What this task involves
Copy every line in the listing that contains "roads".
═══ Extracted information
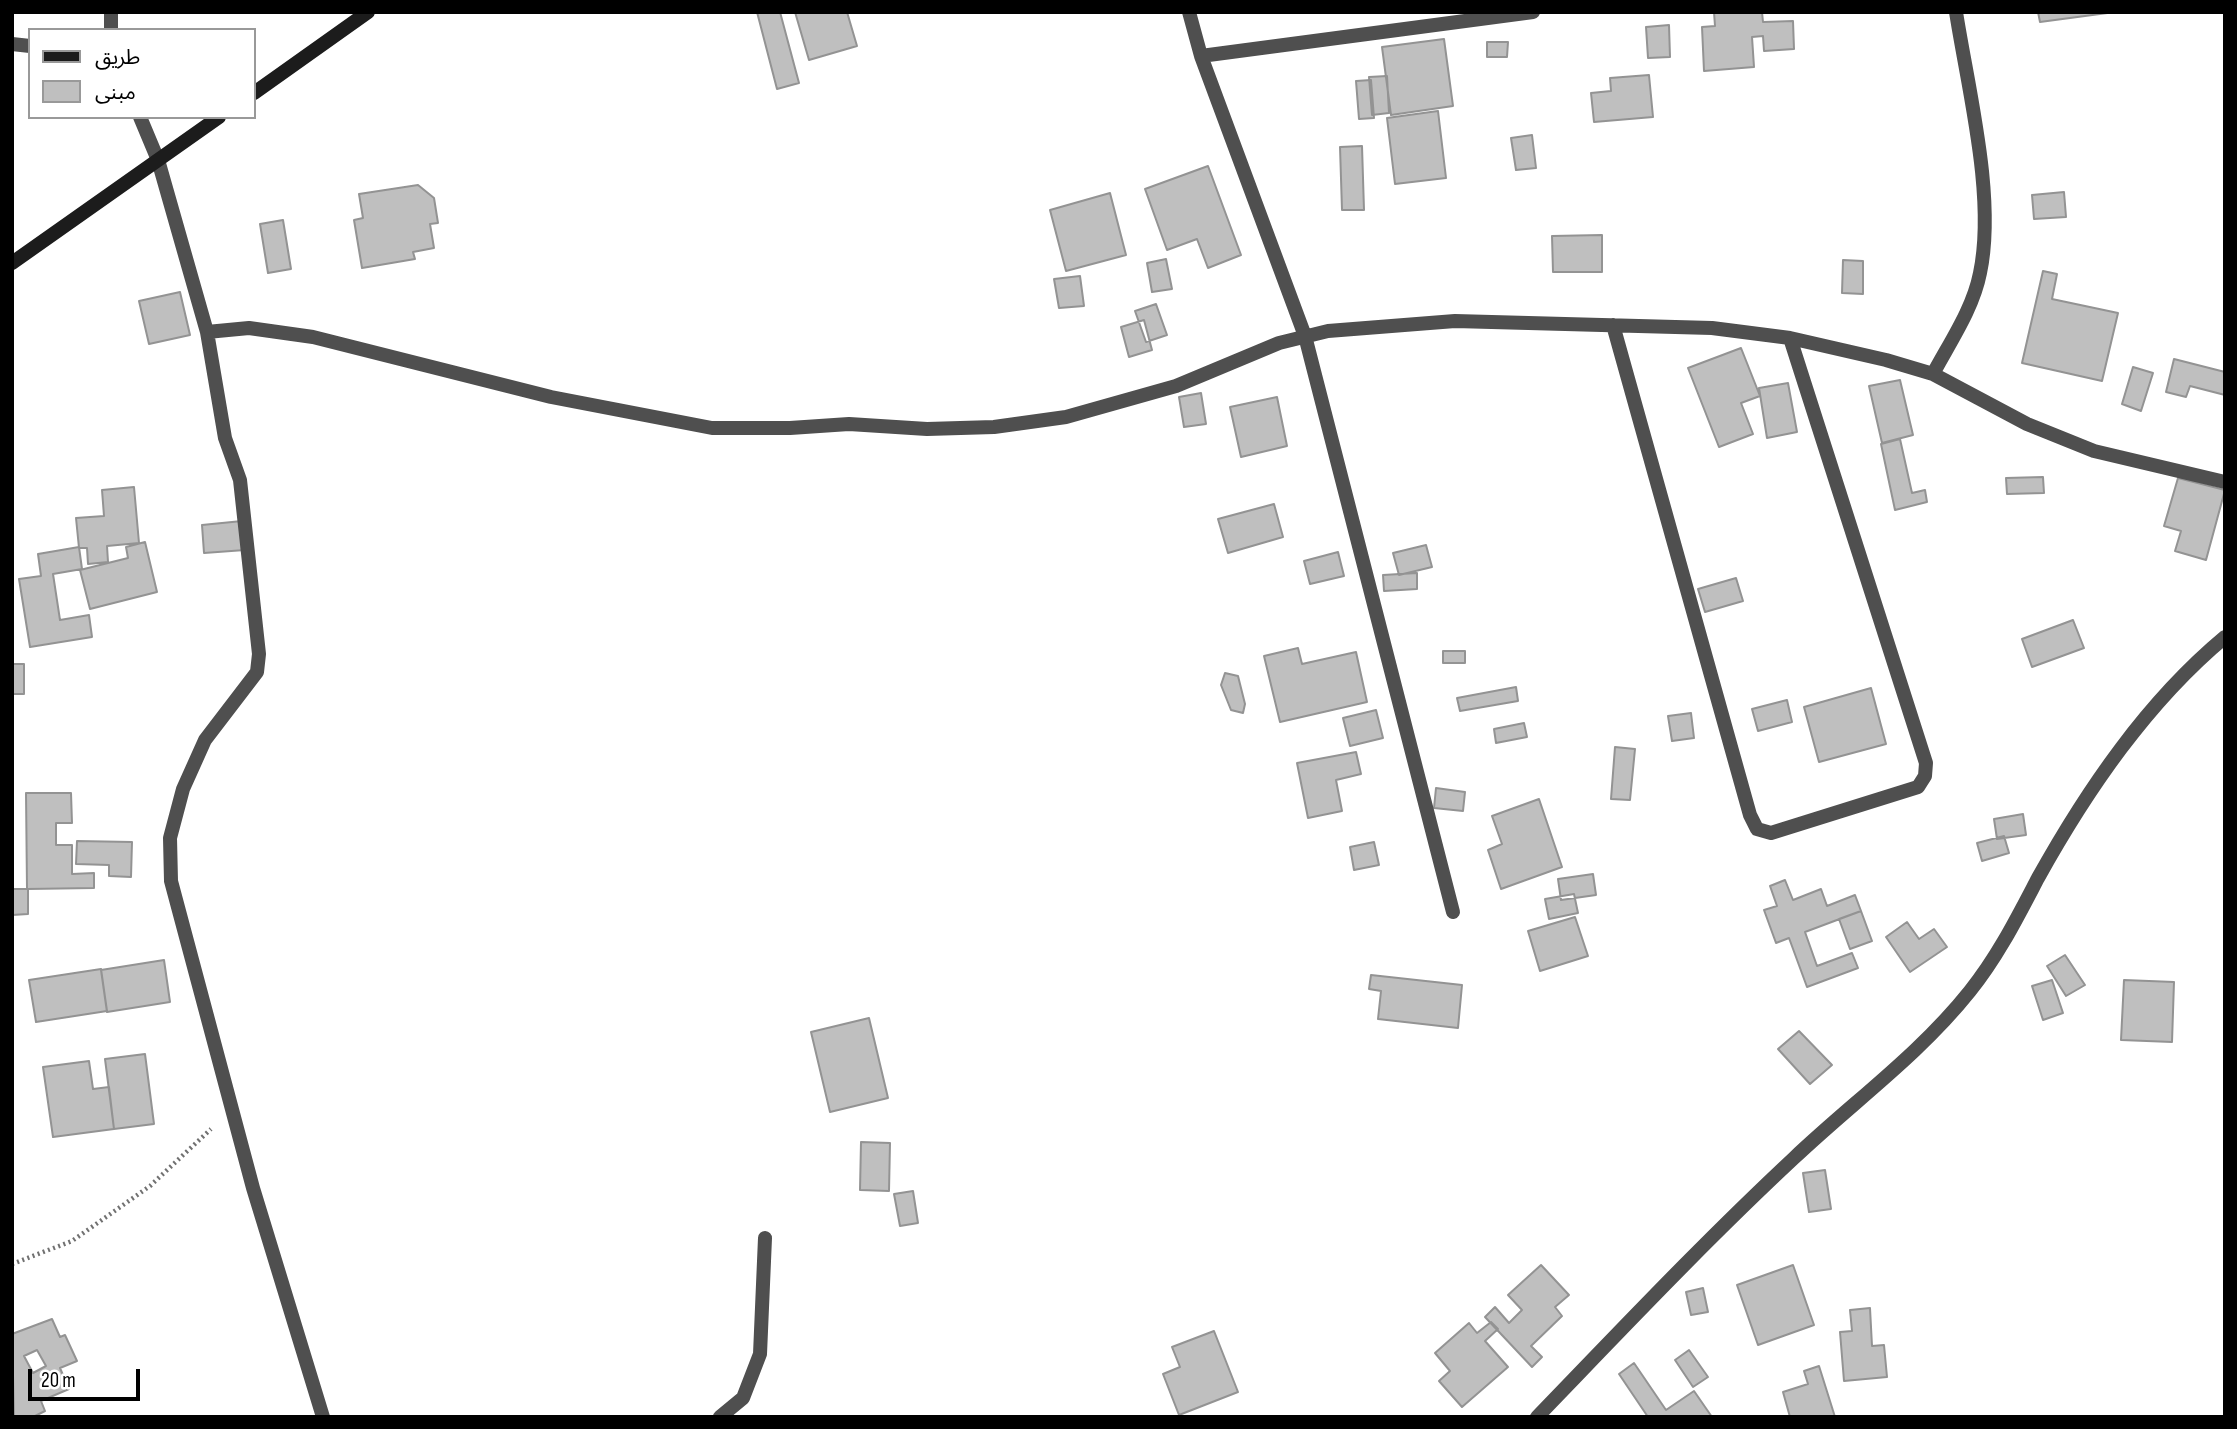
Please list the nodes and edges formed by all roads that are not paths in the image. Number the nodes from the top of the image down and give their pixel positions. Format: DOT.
graph roads {
  1 [pos="368,12"];
  2 [pos="1189,12"];
  3 [pos="1533,12"];
  4 [pos="1956,12"];
  5 [pos="1201,56"];
  6 [pos="256,92"];
  7 [pos="141,119"];
  8 [pos="216,119"];
  9 [pos="158,160"];
  10 [pos="12,263"];
  11 [pos="1613,325"];
  12 [pos="207,332"];
  13 [pos="1305,336"];
  14 [pos="1790,338"];
  15 [pos="1933,374"];
  16 [pos="2225,482"];
  17 [pos="2225,637"];
  18 [pos="1453,912"];
  19 [pos="765,1238"];
  20 [pos="323,1417"];
  21 [pos="720,1417"];
  22 [pos="1537,1417"];
  1 -- 6 [label="main road"];
  2 -- 5 [label="street"];
  3 -- 5 [label="street"];
  4 -- 15 [label="street"];
  5 -- 13 [label="street"];
  7 -- 9 [label="street"];
  8 -- 9 [label="main road"];
  9 -- 10 [label="main road"];
  9 -- 12 [label="street"];
  11 -- 13 [label="street"];
  11 -- 14 [label="street"];
  11 -- 14 [label="street"];
  12 -- 13 [label="street"];
  12 -- 20 [label="street"];
  13 -- 18 [label="street"];
  14 -- 15 [label="street"];
  15 -- 16 [label="street"];
  17 -- 22 [label="street"];
  19 -- 21 [label="street"];
}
══════
Task response
Please list the nodes and edges formed by all roads that are not paths in the image. Number the nodes from the top of the image down and give their pixel positions. Format: DOT.
graph roads {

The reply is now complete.